● YOUR TASK
What you return should match the data below exactly, with no pictures in it.

[Saved data entries]
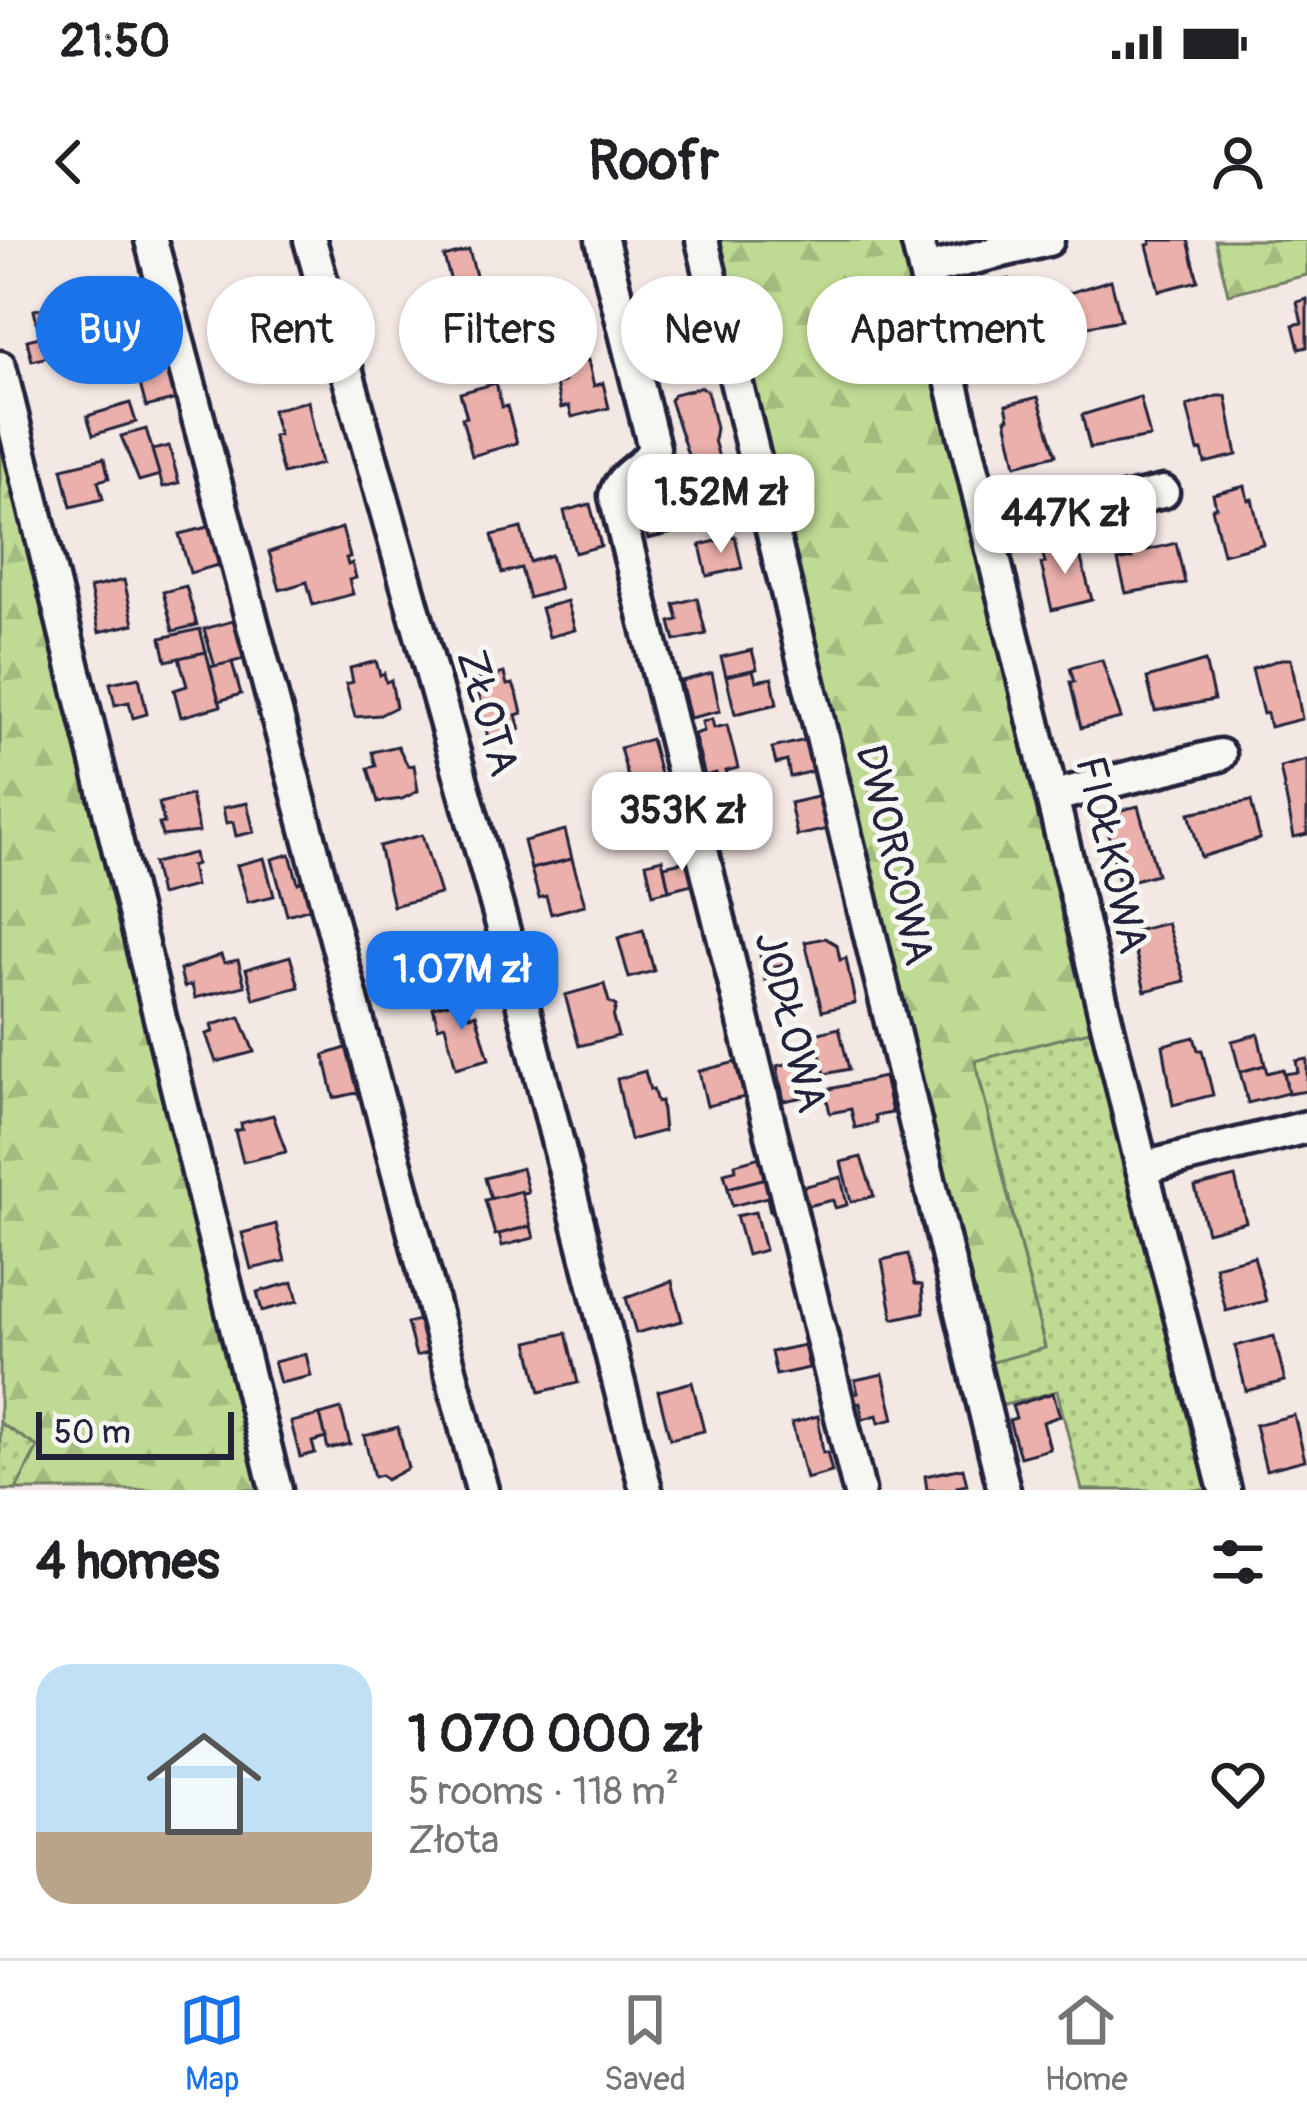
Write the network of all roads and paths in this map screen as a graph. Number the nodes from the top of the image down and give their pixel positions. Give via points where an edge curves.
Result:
1 (151, 240) edge
2 (310, 240) edge
3 (602, 240) edge
4 (702, 240) edge
5 (1048, 240) edge
6 (921, 255) edge
7 (0, 367) edge
8 (1163, 492) dead end
9 (989, 532) junction
10 (1220, 755) dead end
11 (1054, 796) junction
12 (1307, 1127) edge
13 (1142, 1168) junction
14 (637, 1488) edge
15 (276, 1490) edge
16 (482, 1490) edge
17 (859, 1490) edge
18 (1004, 1490) edge
19 (1225, 1490) edge

1 - 16 street
2 - 14 street, ZŁOTA via 505,935
3 - 17 street, JODŁOWA via 654,440 650,458 615,496
4 - 18 street, DWORCOWA
5 - 6 street
6 - 9 street, FIOŁKOWA
7 - 15 street
8 - 9 street
9 - 11 street, FIOŁKOWA
10 - 11 street
11 - 13 street, FIOŁKOWA
12 - 13 street
13 - 19 street, FIOŁKOWA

● WRITTEN ANSWER
Write the network of all roads and paths in this map screen as a graph. Number the nodes from the top of the image down and give their pixel positions. Give via points where an edge curves.
Result:
1 (151, 240) edge
2 (310, 240) edge
3 (602, 240) edge
4 (702, 240) edge
5 (1048, 240) edge
6 (921, 255) edge
7 (0, 367) edge
8 (1163, 492) dead end
9 (989, 532) junction
10 (1220, 755) dead end
11 (1054, 796) junction
12 (1307, 1127) edge
13 (1142, 1168) junction
14 (637, 1488) edge
15 (276, 1490) edge
16 (482, 1490) edge
17 (859, 1490) edge
18 (1004, 1490) edge
19 (1225, 1490) edge

1 - 16 street
2 - 14 street, ZŁOTA via 505,935
3 - 17 street, JODŁOWA via 654,440 650,458 615,496
4 - 18 street, DWORCOWA
5 - 6 street
6 - 9 street, FIOŁKOWA
7 - 15 street
8 - 9 street
9 - 11 street, FIOŁKOWA
10 - 11 street
11 - 13 street, FIOŁKOWA
12 - 13 street
13 - 19 street, FIOŁKOWA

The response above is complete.